> **Task item**:
Each line of the records below that contains "Right" needs to be copied.

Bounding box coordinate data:
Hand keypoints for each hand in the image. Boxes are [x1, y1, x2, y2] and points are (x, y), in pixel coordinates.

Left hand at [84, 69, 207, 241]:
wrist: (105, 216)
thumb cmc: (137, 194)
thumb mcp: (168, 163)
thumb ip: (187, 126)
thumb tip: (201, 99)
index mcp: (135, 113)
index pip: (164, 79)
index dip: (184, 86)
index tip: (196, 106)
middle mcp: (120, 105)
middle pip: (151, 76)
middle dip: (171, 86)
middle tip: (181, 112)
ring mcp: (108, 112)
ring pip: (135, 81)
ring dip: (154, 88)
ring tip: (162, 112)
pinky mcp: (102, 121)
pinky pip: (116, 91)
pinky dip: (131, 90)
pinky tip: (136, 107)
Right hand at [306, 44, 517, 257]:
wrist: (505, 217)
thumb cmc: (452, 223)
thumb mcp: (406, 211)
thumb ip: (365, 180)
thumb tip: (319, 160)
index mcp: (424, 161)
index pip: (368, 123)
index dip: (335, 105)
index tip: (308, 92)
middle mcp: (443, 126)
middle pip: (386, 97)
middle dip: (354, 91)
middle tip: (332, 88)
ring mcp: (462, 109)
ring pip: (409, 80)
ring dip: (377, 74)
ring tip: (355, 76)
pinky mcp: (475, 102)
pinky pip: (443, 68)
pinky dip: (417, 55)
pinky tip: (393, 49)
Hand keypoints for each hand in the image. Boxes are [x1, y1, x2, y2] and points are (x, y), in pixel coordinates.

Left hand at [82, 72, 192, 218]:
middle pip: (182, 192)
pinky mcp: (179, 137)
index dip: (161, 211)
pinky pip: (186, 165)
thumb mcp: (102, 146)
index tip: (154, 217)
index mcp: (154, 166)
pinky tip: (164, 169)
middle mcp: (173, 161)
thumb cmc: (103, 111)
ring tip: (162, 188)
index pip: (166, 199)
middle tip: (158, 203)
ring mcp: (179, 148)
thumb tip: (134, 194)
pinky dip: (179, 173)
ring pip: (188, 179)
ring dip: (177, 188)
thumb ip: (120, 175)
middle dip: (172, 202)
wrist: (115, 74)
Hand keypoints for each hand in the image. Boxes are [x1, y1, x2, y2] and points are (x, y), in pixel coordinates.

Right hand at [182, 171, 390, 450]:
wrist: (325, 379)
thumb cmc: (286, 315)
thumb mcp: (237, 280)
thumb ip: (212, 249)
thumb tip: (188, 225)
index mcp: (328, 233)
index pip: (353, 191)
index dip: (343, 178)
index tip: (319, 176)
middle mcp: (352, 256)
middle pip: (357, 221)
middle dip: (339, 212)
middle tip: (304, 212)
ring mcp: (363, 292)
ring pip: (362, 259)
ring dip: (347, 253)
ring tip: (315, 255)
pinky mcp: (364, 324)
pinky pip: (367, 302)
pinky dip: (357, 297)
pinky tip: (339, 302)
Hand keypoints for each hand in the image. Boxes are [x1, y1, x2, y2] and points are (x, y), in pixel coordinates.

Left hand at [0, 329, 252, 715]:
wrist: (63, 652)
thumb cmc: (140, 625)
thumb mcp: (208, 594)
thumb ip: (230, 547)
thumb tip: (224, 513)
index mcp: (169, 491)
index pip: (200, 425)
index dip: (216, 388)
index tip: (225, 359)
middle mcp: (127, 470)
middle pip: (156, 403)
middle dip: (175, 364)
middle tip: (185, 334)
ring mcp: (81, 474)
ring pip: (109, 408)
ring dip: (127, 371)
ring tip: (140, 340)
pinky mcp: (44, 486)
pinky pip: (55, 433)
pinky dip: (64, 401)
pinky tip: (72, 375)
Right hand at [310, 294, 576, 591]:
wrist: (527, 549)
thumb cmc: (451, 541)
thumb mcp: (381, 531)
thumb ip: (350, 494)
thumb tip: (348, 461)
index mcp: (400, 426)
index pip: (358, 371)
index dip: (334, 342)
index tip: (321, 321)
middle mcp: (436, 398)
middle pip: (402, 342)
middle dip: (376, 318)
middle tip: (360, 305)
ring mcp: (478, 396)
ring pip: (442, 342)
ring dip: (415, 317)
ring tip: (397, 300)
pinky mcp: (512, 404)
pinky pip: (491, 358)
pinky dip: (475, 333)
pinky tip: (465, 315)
==
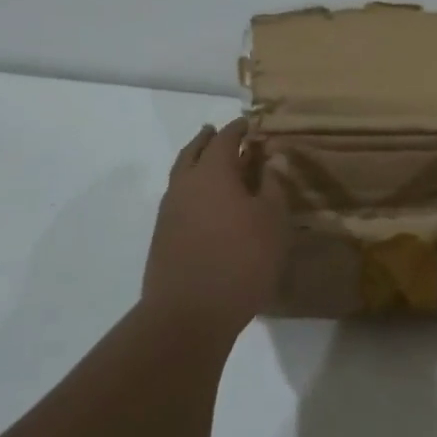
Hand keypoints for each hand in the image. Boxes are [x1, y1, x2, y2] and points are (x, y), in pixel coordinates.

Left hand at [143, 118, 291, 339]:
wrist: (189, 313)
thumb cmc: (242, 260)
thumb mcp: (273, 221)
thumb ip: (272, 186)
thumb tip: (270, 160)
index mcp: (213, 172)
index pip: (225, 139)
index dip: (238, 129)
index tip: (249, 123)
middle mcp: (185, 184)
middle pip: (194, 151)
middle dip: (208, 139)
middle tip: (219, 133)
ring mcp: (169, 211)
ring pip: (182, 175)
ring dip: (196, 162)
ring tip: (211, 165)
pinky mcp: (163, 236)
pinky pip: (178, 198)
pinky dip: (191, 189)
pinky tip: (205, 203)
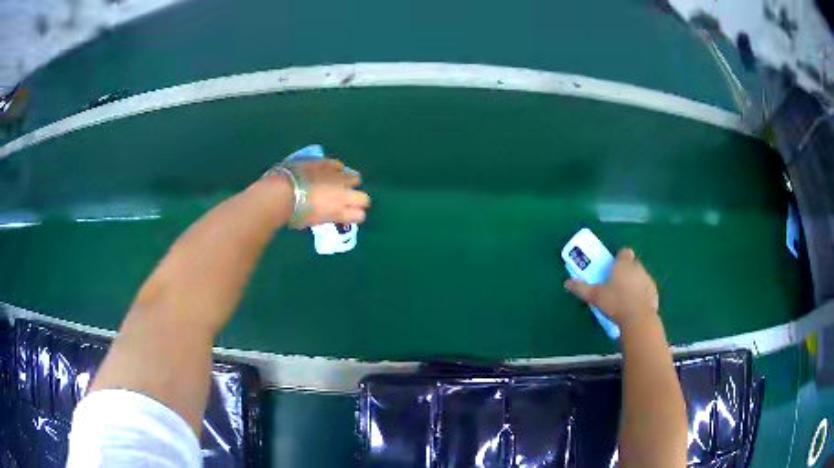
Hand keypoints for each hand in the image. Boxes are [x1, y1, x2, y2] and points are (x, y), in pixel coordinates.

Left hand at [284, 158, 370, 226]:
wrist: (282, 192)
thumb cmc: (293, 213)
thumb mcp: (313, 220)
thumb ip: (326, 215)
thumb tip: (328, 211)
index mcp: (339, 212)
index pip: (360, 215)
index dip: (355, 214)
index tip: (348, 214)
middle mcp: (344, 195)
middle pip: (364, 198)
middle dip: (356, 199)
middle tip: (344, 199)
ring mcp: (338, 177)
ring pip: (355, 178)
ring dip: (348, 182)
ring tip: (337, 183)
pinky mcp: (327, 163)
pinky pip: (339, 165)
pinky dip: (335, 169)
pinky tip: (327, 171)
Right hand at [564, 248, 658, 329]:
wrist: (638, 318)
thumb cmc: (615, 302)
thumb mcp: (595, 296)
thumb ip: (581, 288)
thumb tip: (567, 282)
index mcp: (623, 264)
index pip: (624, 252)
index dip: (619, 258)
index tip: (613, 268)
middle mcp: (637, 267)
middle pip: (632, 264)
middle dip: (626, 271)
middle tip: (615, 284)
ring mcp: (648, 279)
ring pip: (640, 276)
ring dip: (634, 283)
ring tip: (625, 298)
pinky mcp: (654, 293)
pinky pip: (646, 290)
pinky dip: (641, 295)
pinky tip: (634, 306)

> **Answer box**:
Right hand at [306, 44, 517, 257]:
Right hand at [182, 171, 390, 450]:
Right hand at [310, 294, 576, 591]:
Right hand at [564, 248, 658, 329]:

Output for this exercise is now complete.